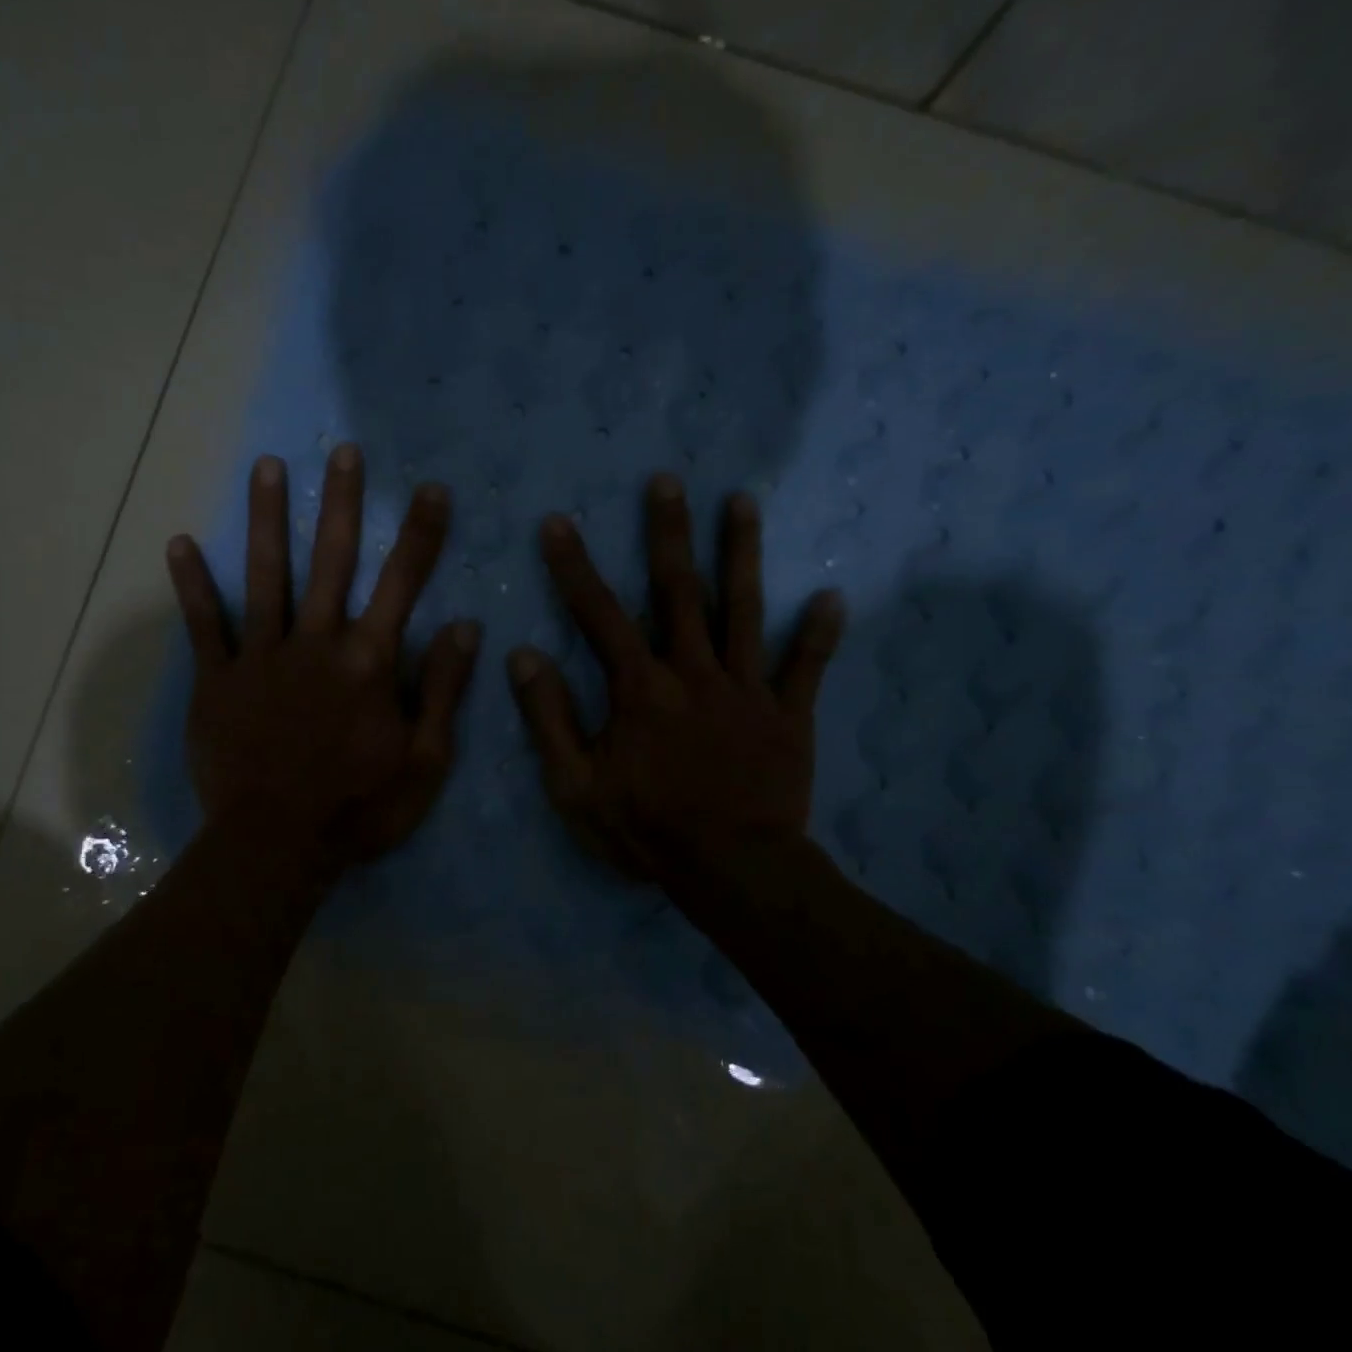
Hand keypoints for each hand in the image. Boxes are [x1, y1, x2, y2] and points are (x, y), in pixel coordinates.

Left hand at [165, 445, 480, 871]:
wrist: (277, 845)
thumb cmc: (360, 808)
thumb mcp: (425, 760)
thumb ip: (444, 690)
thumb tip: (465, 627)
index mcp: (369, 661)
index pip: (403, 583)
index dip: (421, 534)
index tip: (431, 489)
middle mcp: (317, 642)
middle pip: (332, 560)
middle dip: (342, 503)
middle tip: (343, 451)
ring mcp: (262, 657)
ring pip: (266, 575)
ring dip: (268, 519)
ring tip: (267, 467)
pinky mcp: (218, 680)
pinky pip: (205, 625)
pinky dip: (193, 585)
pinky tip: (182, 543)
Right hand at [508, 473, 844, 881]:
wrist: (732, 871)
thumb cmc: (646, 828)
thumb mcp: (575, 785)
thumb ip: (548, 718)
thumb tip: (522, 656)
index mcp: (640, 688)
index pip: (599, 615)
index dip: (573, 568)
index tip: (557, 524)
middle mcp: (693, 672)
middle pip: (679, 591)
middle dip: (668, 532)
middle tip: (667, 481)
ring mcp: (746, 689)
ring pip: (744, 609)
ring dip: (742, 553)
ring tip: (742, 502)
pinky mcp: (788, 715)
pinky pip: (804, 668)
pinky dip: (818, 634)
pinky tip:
..............................
▸ TASK PROMPT: Print nothing but the lines from the line with "middle mcp: (693, 672)" to the last line of the records above. Both of those lines count.

▸ EXERCISE OUTPUT:
middle mcp: (693, 672)
middle pip: (679, 591)
middle dip: (668, 532)
middle tip: (667, 481)
ring mcp: (746, 689)
ring pip: (744, 609)
ring dip: (742, 553)
ring tip: (742, 502)
pinky mcp: (788, 715)
pinky pip: (804, 668)
pinky dip: (818, 634)
pinky tip:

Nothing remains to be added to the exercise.